The Regulation draws on extensive consultations with stakeholders, including Member States, regions, social and economic partners, academic experts and international institutions in the context of the preparation of the proposal for each structural fund for the 2014-2020 financial framework. The results of the ex post evaluations carried out on the 2000-2006 programmes; and a broad range of studies and expert advice were used as input.

For the next cohesion policy framework, expert advice was provided by the High Level Group reflecting on future Cohesion Policy, with 10 meetings held between 2009 and 2011, an informal platform established to support the work of the Commission in developing the future directions of cohesion policy as well as a Task Force on Conditionality, which met three times in early 2011. A public consultation on the conclusions of the Fifth Cohesion Report was held between 12 November 2010 and 31 January 2011. A total of 444 contributions were received. A summary of the results was published on 13 May 2011.

On the future of rural development, a public consultation was held between 23 November 2010 and 25 January 2011 and an advisory committee with stakeholders was organised on 12 January 2011.[5] Altogether, 517 contributions were received by the Commission. Of the contributions from organisations, 44% came from the farming and processing sector and 40% from national, regional and local authorities, environmental organisations, think-tanks and research institutes as well as, development organisations, the trade sector, and consumer organisations. Other organisations (12%) participating in the consultation included health protection organisations, water management bodies and civil society representations.

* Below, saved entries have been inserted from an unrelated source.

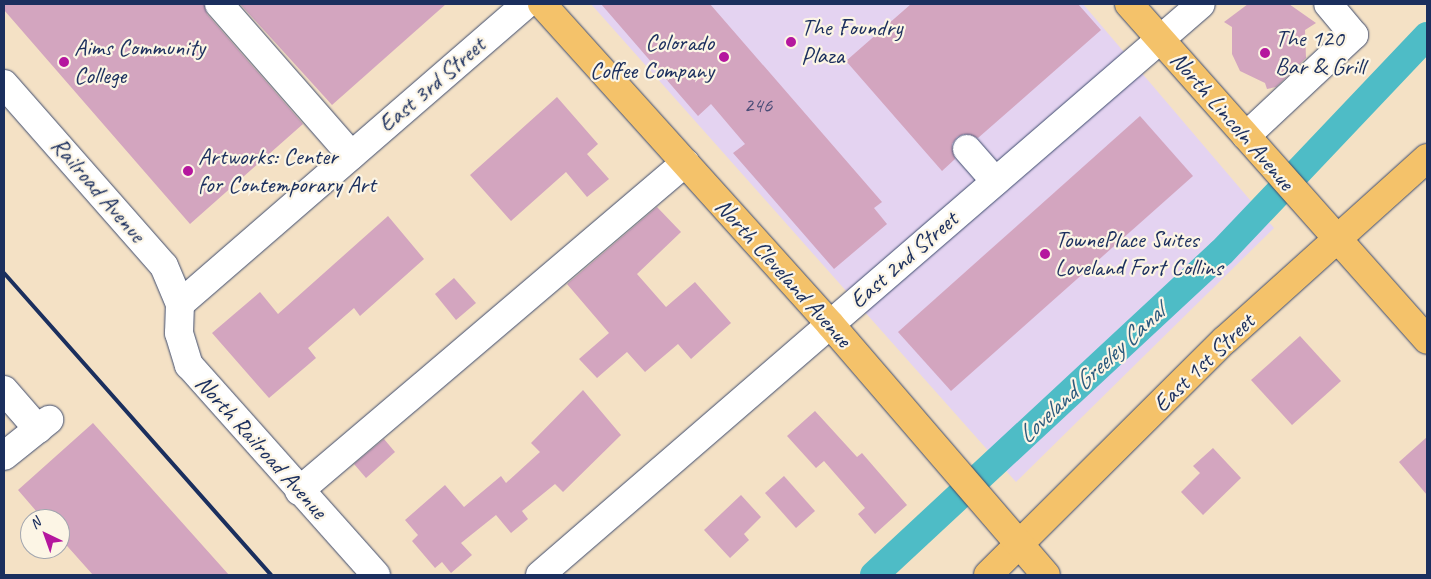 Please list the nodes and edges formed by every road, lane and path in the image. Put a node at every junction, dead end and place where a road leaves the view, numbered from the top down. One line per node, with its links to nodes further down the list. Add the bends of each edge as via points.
1 (219, 4): 11 (street)
2 (526, 4): 11 (street, East 3rd Street)
3 (542, 4): 13 (main road, North Cleveland Avenue)
4 (1130, 4): 7 (main road, North Lincoln Avenue)
5 (1201, 4): 7 (street, East 2nd Street)
6 (1328, 4): 9 (street, via 1354,35)
7 (1160, 39): 9 (main road, North Lincoln Avenue); 14 (street, East 2nd Street)
8 (4, 84): 16 (street, Railroad Avenue, via 164,266)
9 (1254, 145): 15 (main road, North Lincoln Avenue)
10 (967, 149): 14 (street)
11 (351, 155): 16 (street, East 3rd Street)
12 (1427, 158): 15 (main road, East 1st Street)
13 (685, 163): 17 (main road, North Cleveland Avenue); 21 (street)
14 (995, 181): 17 (street, East 2nd Street)
15 (1336, 237): 18 (main road, North Lincoln Avenue); 22 (main road, East 1st Street)
16 (180, 304): 21 (street, North Railroad Avenue, via 179,333 189,366)
17 (830, 324): 22 (main road, North Cleveland Avenue); 24 (street, East 2nd Street)
18 (1427, 340)
19 (4, 390): 20 (street, via 43,425)
20 (4, 456)
21 (299, 491): 23 (street, North Railroad Avenue)
22 (1019, 545): 25 (main road, East 1st Street); 26 (main road, North Cleveland Avenue)
23 (376, 575)
24 (540, 575)
25 (988, 575)
26 (1046, 575)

On reform of the common fisheries policy, a Green Paper was adopted in April 2009, followed by a public consultation. In addition to the public consultation, approximately 200 meetings with Member States, the Advisory Committee on Fisheries and Aquaculture (ACFA) and the Regional Advisory Councils (RACs), the fishing industry, the processing and marketing sector, trade unions, NGOs, and the research community were organized. In particular: (i) two meetings with the Member States, during which future funding was discussed, took place in Gent (12-14 September 2010) and Noordwijk (9-11 March 2011); (ii) a dedicated seminar on the future European Fisheries Fund with the participation of stakeholders from industry, trade unions and Member States was organised on 13 April 2010, in Brussels; (iii) a conference on the future of local development in fisheries areas took place in Brussels (12-13 April 2011).

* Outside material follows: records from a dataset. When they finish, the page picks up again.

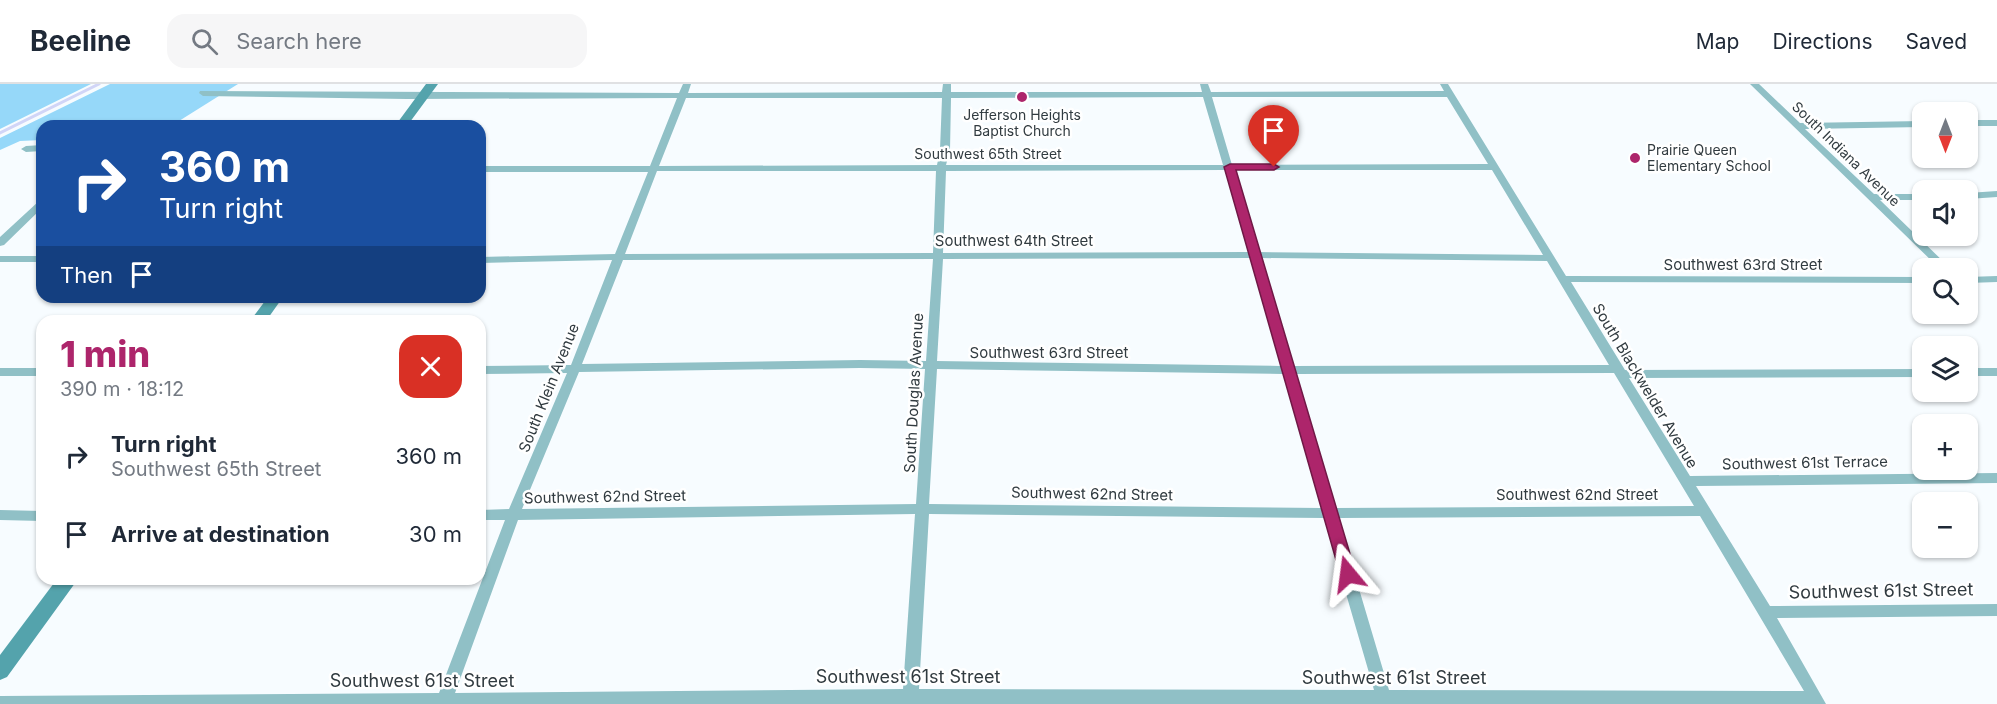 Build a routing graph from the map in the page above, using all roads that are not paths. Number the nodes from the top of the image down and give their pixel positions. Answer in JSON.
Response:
{"nodes":[{"id":1,"x":432,"y":84,"type":"edge"},
{"id":2,"x":1754,"y":84,"type":"edge"},
{"id":3,"x":685,"y":89,"type":"edge"},
{"id":4,"x":946,"y":89,"type":"edge"},
{"id":5,"x":1206,"y":89,"type":"edge"},
{"id":6,"x":1448,"y":89,"type":"edge"},
{"id":7,"x":203,"y":93,"type":"dead end"},
{"id":8,"x":424,"y":95,"type":"junction"},
{"id":9,"x":405,"y":120,"type":"edge"},
{"id":10,"x":1978,"y":123,"type":"edge"},
{"id":11,"x":1997,"y":123,"type":"edge"},
{"id":12,"x":1912,"y":124,"type":"edge"},
{"id":13,"x":1799,"y":126,"type":"junction"},
{"id":14,"x":36,"y":148,"type":"edge"},
{"id":15,"x":26,"y":149,"type":"dead end"},
{"id":16,"x":941,"y":167,"type":"junction"},
{"id":17,"x":1230,"y":167,"type":"junction"},
{"id":18,"x":1496,"y":167,"type":"junction"},
{"id":19,"x":653,"y":168,"type":"junction"},
{"id":20,"x":486,"y":169,"type":"edge"},
{"id":21,"x":1997,"y":194,"type":"edge"},
{"id":22,"x":1978,"y":195,"type":"edge"},
{"id":23,"x":1912,"y":196,"type":"edge"},
{"id":24,"x":1870,"y":197,"type":"junction"},
{"id":25,"x":36,"y":209,"type":"edge"},
{"id":26,"x":0,"y":243,"type":"edge"},
{"id":27,"x":1255,"y":255,"type":"junction"},
{"id":28,"x":938,"y":256,"type":"junction"},
{"id":29,"x":617,"y":257,"type":"junction"},
{"id":30,"x":1549,"y":258,"type":"junction"},
{"id":31,"x":1934,"y":258,"type":"edge"},
{"id":32,"x":0,"y":259,"type":"edge"},
{"id":33,"x":36,"y":259,"type":"edge"},
{"id":34,"x":486,"y":260,"type":"edge"},
{"id":35,"x":1562,"y":279,"type":"junction"},
{"id":36,"x":1997,"y":279,"type":"edge"},
{"id":37,"x":1912,"y":280,"type":"edge"},
{"id":38,"x":1978,"y":280,"type":"edge"},
{"id":39,"x":930,"y":367,"type":"junction"},
{"id":40,"x":575,"y":368,"type":"junction"},
{"id":41,"x":486,"y":370,"type":"edge"},
{"id":42,"x":1288,"y":370,"type":"junction"},
{"id":43,"x":0,"y":372,"type":"edge"},
{"id":44,"x":36,"y":372,"type":"edge"},
{"id":45,"x":1619,"y":372,"type":"junction"},
{"id":46,"x":1978,"y":372,"type":"edge"},
{"id":47,"x":1997,"y":372,"type":"edge"},
{"id":48,"x":1912,"y":373,"type":"edge"},
{"id":49,"x":1997,"y":478,"type":"edge"},
{"id":50,"x":1685,"y":481,"type":"junction"},
{"id":51,"x":923,"y":508,"type":"junction"},
{"id":52,"x":1703,"y":511,"type":"junction"},
{"id":53,"x":1330,"y":513,"type":"junction"},
{"id":54,"x":0,"y":515,"type":"edge"},
{"id":55,"x":486,"y":515,"type":"edge"},
{"id":56,"x":513,"y":515,"type":"junction"},
{"id":57,"x":36,"y":516,"type":"edge"},
{"id":58,"x":64,"y":585,"type":"edge"},
{"id":59,"x":1997,"y":610,"type":"edge"},
{"id":60,"x":1766,"y":612,"type":"junction"},
{"id":61,"x":0,"y":671,"type":"edge"},
{"id":62,"x":910,"y":700,"type":"edge"},
{"id":63,"x":1385,"y":701,"type":"edge"},
{"id":64,"x":1818,"y":701,"type":"edge"},
{"id":65,"x":0,"y":703,"type":"edge"},
{"id":66,"x":443,"y":703,"type":"edge"}],
"edges":[{"from":1,"to":8,"type":"main road"},
{"from":2,"to":13,"type":"street","name":"South Indiana Avenue"},
{"from":3,"to":4,"type":"street"},
{"from":3,"to":8,"type":"street"},
{"from":3,"to":19,"type":"street","name":"South Klein Avenue"},
{"from":4,"to":5,"type":"street"},
{"from":4,"to":16,"type":"street","name":"South Douglas Avenue"},
{"from":5,"to":6,"type":"street"},
{"from":5,"to":17,"type":"street"},
{"from":6,"to":18,"type":"street","name":"South Blackwelder Avenue"},
{"from":7,"to":8,"type":"street"},
{"from":8,"to":9,"type":"main road"},
{"from":10,"to":11,"type":"street"},
{"from":12,"to":13,"type":"street"},
{"from":13,"to":24,"type":"street","name":"South Indiana Avenue"},
{"from":14,"to":15,"type":"street"},
{"from":16,"to":17,"type":"street","name":"Southwest 65th Street"},
{"from":16,"to":19,"type":"street","name":"Southwest 65th Street"},
{"from":16,"to":28,"type":"street","name":"South Douglas Avenue"},
{"from":17,"to":18,"type":"street","name":"Southwest 65th Street"},
{"from":17,"to":27,"type":"street"},
{"from":18,"to":30,"type":"street","name":"South Blackwelder Avenue"},
{"from":19,"to":20,"type":"street","name":"Southwest 65th Street"},
{"from":19,"to":29,"type":"street","name":"South Klein Avenue"},
{"from":21,"to":22,"type":"street"},
{"from":23,"to":24,"type":"street"},
{"from":24,"to":31,"type":"street","name":"South Indiana Avenue"},
{"from":25,"to":26,"type":"street"},
{"from":27,"to":28,"type":"street","name":"Southwest 64th Street"},
{"from":27,"to":30,"type":"street","name":"Southwest 64th Street"},
{"from":27,"to":42,"type":"street"},
{"from":28,"to":29,"type":"street","name":"Southwest 64th Street"},
{"from":28,"to":39,"type":"street","name":"South Douglas Avenue"},
{"from":29,"to":34,"type":"street","name":"Southwest 64th Street"},
{"from":29,"to":40,"type":"street","name":"South Klein Avenue"},
{"from":30,"to":35,"type":"street","name":"South Blackwelder Avenue"},
{"from":32,"to":33,"type":"street"},
{"from":35,"to":37,"type":"street","name":"Southwest 63rd Street"},
{"from":35,"to":45,"type":"street","name":"South Blackwelder Avenue"},
{"from":36,"to":38,"type":"street"},
{"from":39,"to":40,"type":"street","name":"Southwest 63rd Street"},
{"from":39,"to":42,"type":"street","name":"Southwest 63rd Street"},
{"from":39,"to":51,"type":"street","name":"South Douglas Avenue"},
{"from":40,"to":41,"type":"street","name":"Southwest 63rd Street"},
{"from":40,"to":56,"type":"street","name":"South Klein Avenue"},
{"from":42,"to":45,"type":"street","name":"Southwest 63rd Street"},
{"from":42,"to":53,"type":"street"},
{"from":43,"to":44,"type":"street"},
{"from":45,"to":48,"type":"street"},
{"from":45,"to":50,"type":"street","name":"South Blackwelder Avenue"},
{"from":46,"to":47,"type":"street"},
{"from":49,"to":50,"type":"street","name":"Southwest 61st Terrace"},
{"from":50,"to":52,"type":"street","name":"South Blackwelder Avenue"},
{"from":51,"to":53,"type":"street","name":"Southwest 62nd Street"},
{"from":51,"to":56,"type":"street","name":"Southwest 62nd Street"},
{"from":51,"to":62,"type":"street","name":"South Douglas Avenue"},
{"from":52,"to":53,"type":"street","name":"Southwest 62nd Street"},
{"from":52,"to":60,"type":"street","name":"South Blackwelder Avenue"},
{"from":53,"to":63,"type":"street"},
{"from":54,"to":57,"type":"street"},
{"from":55,"to":56,"type":"street","name":"Southwest 62nd Street"},
{"from":56,"to":66,"type":"street","name":"South Klein Avenue"},
{"from":58,"to":61,"type":"main road"},
{"from":59,"to":60,"type":"street","name":"Southwest 61st Street"},
{"from":60,"to":64,"type":"street","name":"South Blackwelder Avenue"},
{"from":62,"to":63,"type":"street","name":"Southwest 61st Street"},
{"from":62,"to":66,"type":"street","name":"Southwest 61st Street"},
{"from":63,"to":64,"type":"street","name":"Southwest 61st Street"},
{"from":65,"to":66,"type":"street","name":"Southwest 61st Street"}]}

A number of common conclusions can be drawn from the results of the different public consultations which confirmed the following:

– A majority of stakeholders called for continued financial support of these policies;

– EU support should focus on a number of priorities and the different policies should be aligned with the Europe 2020 Strategy;

– For cohesion policy in particular, stakeholders called for a more results-oriented approach and there was strong support for a more transparent and simplified set of financial management procedures;

A majority of stakeholders called for a more integrated approach or joined-up strategies with other EU policies and financial instruments.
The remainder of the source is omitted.